Now to avoid a misunderstanding of what I’ve just stated:
(Misunderstanding #1): merely loving another person is not a sufficient evangelistic strategy. Yes, love people so they will know you are a follow of Jesus (John 13:34-35). Cultivate a loving community where you minister because Christ first loved you. Love is an important trait in the Christian life, but our love, on its own, is not the same thing as a clear articulation of the gospel. We must deal with people’s objections and doubts. Love for another allows for the gospel to be shared on a far more personal level, but it alone isn’t the gospel
(Misunderstanding #2): This also ties into another issue: open-air preaching. What I’m not saying is that evangelism can or should only be done with people you know. If possible, always share the gospel with friend and/or stranger alike. I do think there is some value to preaching in the open air to strangers, so please don’t see my statements on relationships as devaluing the practice of open-air preaching.
4. Other People’s Relationship to Others
Fourth and finally, our ministries must consider how people relate to others, Christians and non-Christians.
This is the relationship between the people you interact with and the others they interact with; not you (that was the last point).
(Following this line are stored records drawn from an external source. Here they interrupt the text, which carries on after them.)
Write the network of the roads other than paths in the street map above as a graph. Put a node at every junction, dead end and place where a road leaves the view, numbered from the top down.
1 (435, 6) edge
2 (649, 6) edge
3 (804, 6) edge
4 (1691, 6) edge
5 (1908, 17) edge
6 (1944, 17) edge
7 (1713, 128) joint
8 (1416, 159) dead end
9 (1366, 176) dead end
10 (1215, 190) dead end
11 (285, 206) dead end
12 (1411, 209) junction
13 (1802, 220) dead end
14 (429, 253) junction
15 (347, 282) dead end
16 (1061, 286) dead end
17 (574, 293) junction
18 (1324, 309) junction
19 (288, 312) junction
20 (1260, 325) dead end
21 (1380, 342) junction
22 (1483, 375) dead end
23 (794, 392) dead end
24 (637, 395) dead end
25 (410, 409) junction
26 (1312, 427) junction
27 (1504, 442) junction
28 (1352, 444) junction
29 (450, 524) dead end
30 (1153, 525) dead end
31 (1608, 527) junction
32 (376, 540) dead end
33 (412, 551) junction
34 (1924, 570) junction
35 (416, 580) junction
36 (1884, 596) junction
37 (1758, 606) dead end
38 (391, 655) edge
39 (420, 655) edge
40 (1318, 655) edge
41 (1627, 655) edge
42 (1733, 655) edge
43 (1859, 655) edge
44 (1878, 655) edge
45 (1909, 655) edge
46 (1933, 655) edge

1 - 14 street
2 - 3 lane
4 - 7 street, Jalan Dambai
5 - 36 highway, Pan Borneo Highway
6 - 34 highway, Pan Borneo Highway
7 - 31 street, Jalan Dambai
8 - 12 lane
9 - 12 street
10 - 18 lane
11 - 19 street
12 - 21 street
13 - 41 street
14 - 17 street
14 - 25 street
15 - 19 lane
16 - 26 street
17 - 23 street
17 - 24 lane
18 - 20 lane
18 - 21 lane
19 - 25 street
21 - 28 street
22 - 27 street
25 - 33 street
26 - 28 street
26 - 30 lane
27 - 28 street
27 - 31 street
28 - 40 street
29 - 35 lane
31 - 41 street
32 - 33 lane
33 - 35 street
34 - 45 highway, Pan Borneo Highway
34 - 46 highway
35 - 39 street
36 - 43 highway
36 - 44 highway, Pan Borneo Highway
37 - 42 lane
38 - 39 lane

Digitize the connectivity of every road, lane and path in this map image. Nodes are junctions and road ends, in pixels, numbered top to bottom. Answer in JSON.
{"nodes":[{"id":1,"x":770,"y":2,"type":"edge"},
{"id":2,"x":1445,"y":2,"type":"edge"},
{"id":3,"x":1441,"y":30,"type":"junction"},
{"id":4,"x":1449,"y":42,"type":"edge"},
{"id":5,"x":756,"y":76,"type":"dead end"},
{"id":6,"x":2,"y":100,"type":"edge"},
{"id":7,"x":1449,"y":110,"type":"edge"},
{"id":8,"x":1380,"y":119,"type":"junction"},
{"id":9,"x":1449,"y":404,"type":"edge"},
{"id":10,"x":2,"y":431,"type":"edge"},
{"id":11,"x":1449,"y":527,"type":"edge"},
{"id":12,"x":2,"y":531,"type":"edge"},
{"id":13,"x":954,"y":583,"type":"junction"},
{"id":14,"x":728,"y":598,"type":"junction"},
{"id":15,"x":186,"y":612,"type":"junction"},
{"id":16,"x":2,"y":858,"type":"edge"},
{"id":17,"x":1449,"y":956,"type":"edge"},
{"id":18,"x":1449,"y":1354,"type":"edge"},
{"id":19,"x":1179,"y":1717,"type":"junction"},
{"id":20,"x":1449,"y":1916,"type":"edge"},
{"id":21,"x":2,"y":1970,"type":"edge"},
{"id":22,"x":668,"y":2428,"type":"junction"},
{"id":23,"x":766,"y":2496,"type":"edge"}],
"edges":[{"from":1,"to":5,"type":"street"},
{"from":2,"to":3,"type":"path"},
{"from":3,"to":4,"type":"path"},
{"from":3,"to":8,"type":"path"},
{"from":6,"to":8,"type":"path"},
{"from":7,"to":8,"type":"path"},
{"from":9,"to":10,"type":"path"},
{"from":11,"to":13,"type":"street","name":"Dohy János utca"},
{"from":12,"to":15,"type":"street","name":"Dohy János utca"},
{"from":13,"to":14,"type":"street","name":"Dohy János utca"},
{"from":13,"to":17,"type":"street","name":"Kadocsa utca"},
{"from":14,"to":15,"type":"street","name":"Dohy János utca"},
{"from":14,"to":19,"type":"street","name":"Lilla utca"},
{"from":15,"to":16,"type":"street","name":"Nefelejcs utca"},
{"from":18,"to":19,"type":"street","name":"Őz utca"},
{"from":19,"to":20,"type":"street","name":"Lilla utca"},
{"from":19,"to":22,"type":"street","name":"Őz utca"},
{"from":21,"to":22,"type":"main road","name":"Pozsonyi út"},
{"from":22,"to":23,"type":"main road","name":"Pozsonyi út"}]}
We need to teach and model what it is to engage others who they have a lot in common with, and those who they share almost nothing in common with.
This ties into the last point in that our relationships, as leaders, to others set an example for people to model. Also, we need to show them how to engage with others.
Parents need to know how to relate to their children, and vice-verse. People of a higher socioeconomic class need to love and fellowship with people of a lower socioeconomic class. Christians need to know how to engage unbelieving coworkers, and what it means to be a witness in a secular workplace.
Most of the time your people spend the majority of time with family, coworkers, neighbors, other sports parents/shared hobby enthusiasts, and not with you. You cannot hold their hand, as it were, though there are some times you want to help someone through a difficulty or a conversation in a friendship.
A lot of my students are beginning to date, and it would be easier if I was around to see what their boyfriend-girlfriend interactions are like, and how to deal with each dating difficulty in a Christ-centered way, but I can’t.
I can pray for them. I can teach them the Word and what Scripture has to say about human relationships and intimacy. I can even give them real-life examples of “how to,” but the truth is most of what goes on in their relationships happen when I’m not around, which is on Wednesday nights, Sunday’s, youth activities, and sporting events… In other words, most of the time.
Encourage people to make friends outside of their usual cliques.
They’ll be surprised at how having a diverse group of friends (introverts, extroverts, rich, poor, athletes, scholars bowl participants, young, old) will shape their character.
They will be able to love better, more freely; they will grow in being able to share their faith and will be able to see how the gospel is literally applicable to people of all backgrounds.
Always Keep Relationships In Mind
No one is too broken or too “good” for the redemptive work of Jesus Christ, and by keeping your people’s relationships with others in mind when preparing to teach (as well as your interactions with them), you can incorporate ways they can be more gospel-centered in order to better enhance those relationships.
Perhaps some strategies for how to be more gospel-centered in our friendships can be specified in another article.
These are the four “R’s;” The four relationships we as Christians and as leaders need to always keep in mind in our ministries. We cannot afford to undermine how important each relationship is and how one relationship affects all others.
Let’s be more intentional in developing authentic, gospel-centered relationships with our brothers and sisters in Christ, and in reaching a lost and dying world.